Lyme bacteria are able to communicate with each other: as soon as one detects antibiotics, they send out warning calls to each other in order to start the formation of a resilient cyst.
Lyme is able to cross the blood-brain barrier, which most antibiotics are not able to reach.
Lyme bacteria love to hide in parasites. Parasites are often resilient to antibiotics, which allows the bacteria hiding in parasites to reinfect you, even if you’ve successfully eradicated Lyme in the rest of your body.
The CDC reports high rates of relapse after courses of antibiotics.
What to do when you’ve been bitten by a tick:
Pull the tick off immediately: the sooner you find and remove it, the less likely you’re getting infected.
Use fine-tipped tweezers to grab the tick as close to the skin surface as possible.
Pull upward with steady, even pressure. Don’t twist or jerk the tick, this can cause the mouth-parts to break off and remain in the skin. If this happens, remove the mouth part with tweezers. If you are unable to remove the mouth easily with clean tweezers, leave it alone and let the skin heal.
After removing the tick, thoroughly clean the bite area and your hands with rubbing alcohol and soap water
Never crush a tick with your fingers. Dispose of a live tick by putting it in alcohol, placing it in a sealed bag/container, wrapping it tightly in tape, or flushing it down the toilet.

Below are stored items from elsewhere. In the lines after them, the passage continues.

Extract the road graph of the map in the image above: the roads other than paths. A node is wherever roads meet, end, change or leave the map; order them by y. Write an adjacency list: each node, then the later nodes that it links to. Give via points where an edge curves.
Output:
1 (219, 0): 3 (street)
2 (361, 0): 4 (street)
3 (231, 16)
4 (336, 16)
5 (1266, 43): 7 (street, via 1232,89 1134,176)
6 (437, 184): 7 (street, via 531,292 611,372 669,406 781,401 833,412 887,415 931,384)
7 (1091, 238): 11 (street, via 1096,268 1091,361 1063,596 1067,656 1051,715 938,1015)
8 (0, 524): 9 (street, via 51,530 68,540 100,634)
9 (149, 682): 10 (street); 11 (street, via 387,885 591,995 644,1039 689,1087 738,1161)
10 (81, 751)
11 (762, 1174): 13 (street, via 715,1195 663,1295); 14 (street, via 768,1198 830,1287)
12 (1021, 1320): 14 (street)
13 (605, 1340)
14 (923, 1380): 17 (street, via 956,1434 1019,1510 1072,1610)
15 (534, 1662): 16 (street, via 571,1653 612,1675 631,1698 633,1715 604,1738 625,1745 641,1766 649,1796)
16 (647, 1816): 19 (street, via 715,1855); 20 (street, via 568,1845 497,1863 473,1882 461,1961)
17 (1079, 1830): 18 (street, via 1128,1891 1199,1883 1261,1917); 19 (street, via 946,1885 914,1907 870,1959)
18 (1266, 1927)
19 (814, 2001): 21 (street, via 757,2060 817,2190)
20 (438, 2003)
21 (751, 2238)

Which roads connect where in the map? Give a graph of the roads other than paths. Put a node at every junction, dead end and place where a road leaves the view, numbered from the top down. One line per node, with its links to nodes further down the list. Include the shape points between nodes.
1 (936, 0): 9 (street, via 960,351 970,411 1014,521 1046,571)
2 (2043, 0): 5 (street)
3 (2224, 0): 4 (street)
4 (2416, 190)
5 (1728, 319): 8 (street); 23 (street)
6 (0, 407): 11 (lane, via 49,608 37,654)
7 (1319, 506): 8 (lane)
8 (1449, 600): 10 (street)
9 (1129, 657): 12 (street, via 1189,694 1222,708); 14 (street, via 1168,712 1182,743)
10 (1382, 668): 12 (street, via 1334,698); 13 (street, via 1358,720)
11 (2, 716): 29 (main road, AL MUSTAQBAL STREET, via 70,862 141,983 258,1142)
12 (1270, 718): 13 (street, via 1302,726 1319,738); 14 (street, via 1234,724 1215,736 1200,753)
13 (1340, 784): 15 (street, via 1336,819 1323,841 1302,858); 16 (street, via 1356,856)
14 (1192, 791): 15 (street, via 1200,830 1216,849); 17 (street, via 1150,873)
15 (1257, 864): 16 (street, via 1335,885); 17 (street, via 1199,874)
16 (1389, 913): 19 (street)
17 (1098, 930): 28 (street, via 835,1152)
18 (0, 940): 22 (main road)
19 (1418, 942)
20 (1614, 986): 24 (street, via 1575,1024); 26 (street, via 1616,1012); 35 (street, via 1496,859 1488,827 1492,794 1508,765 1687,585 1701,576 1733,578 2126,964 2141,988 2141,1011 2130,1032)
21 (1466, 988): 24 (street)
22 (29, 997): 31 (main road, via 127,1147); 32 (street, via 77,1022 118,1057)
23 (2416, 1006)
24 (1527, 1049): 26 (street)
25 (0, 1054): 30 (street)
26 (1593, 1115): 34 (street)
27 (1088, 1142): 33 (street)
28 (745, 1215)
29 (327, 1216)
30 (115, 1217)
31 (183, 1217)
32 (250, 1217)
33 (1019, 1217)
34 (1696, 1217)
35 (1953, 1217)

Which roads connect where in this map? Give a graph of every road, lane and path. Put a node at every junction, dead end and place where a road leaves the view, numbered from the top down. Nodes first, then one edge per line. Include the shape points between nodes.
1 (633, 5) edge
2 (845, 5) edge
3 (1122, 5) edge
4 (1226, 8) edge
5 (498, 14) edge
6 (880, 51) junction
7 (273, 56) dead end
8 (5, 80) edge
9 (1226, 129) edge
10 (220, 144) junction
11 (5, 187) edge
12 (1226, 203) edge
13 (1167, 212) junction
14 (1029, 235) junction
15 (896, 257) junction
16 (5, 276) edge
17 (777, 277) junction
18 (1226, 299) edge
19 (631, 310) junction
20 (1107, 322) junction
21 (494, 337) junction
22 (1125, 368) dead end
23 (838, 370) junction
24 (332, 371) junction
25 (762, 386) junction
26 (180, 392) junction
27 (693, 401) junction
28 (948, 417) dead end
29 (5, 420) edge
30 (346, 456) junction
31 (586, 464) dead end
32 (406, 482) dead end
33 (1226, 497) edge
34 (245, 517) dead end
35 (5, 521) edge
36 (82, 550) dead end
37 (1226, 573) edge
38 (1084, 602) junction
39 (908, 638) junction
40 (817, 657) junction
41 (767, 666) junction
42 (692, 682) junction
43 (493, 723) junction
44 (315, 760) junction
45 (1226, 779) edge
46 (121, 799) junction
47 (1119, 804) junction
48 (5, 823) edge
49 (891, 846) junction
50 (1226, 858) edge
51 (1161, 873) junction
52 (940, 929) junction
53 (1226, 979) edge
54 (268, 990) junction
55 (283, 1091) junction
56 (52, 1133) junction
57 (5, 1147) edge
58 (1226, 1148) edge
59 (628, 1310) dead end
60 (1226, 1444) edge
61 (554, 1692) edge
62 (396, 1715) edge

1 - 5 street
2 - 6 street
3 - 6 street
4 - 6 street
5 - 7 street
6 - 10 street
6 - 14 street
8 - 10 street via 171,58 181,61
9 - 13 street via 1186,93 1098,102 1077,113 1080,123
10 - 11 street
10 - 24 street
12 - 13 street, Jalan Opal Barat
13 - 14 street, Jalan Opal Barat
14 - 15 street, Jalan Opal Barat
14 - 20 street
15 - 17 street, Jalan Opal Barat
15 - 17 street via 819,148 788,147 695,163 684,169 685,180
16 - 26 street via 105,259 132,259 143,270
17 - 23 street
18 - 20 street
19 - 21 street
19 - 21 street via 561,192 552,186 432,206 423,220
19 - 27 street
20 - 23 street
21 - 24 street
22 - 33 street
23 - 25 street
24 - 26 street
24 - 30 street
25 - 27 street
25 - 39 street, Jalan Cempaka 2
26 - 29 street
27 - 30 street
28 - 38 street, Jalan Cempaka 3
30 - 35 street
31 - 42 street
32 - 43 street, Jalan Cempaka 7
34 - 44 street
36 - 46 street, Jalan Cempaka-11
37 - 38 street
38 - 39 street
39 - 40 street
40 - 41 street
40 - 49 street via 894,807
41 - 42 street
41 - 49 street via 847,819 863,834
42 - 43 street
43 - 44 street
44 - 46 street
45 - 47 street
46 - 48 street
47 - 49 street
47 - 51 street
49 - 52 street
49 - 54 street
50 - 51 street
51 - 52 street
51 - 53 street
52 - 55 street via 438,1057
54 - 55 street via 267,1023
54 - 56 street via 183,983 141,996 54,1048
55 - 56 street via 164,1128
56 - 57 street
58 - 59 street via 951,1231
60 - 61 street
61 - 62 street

Alternatively, you can send IGeneX the tick to test and determine if the tick is carrying the pathogens that can lead to tick-borne illness: Borrelia burgdorferi (Lyme disease), Tick-Borne Relapsing Fever (TBRF), Babesiosis, Anaplasmosis, Ehrlichiosis, Bartonellosis, and Rickettsiosis.
Apply bentonite clay poultices, to pull acute toxins from the acute bite. This lowers your risk of infection. Instructions: mix bentonite clay with distilled water until it’s like wet play-dough and spread it over the area (about 2x2” and about 1/8” thick), cover it with gauze preferably until it dries, and leave it on for 24 hours. This will draw out any toxins that are still in the area, as well as any tick parts that may be left.
So what do you do when suspecting Lyme?
First and foremost, look at your symptoms. Lyme is a symptom-based diagnosis. When addressing Lyme, it is essential to do some preparatory work. Do not jump right into killing Lyme, as the foundation for proper detox needs to be laid with drainage support, as Lyme can clog up the lymphatic and drainage systems. Supporting drainage and getting the body fluids moving properly sets the foundation to stir up Lyme from its hiding places. Make sure to eradicate parasites BEFORE addressing Lyme to avoid any reinfection. If there are parasites carrying the Lyme bacteria in your system, you can get reinfected again and again. Going after Lyme disease is a marathon, rather than a sprint - but it is possible to get into full remission.
If you have mysterious ailments or identify with several of the symptoms above, it is time to raise the question: could it be chronic Lyme?
I highly recommend you to seek a practitioner, that understands the complexity of Lyme disease. The sooner the better, as it is easier to treat in the early stages.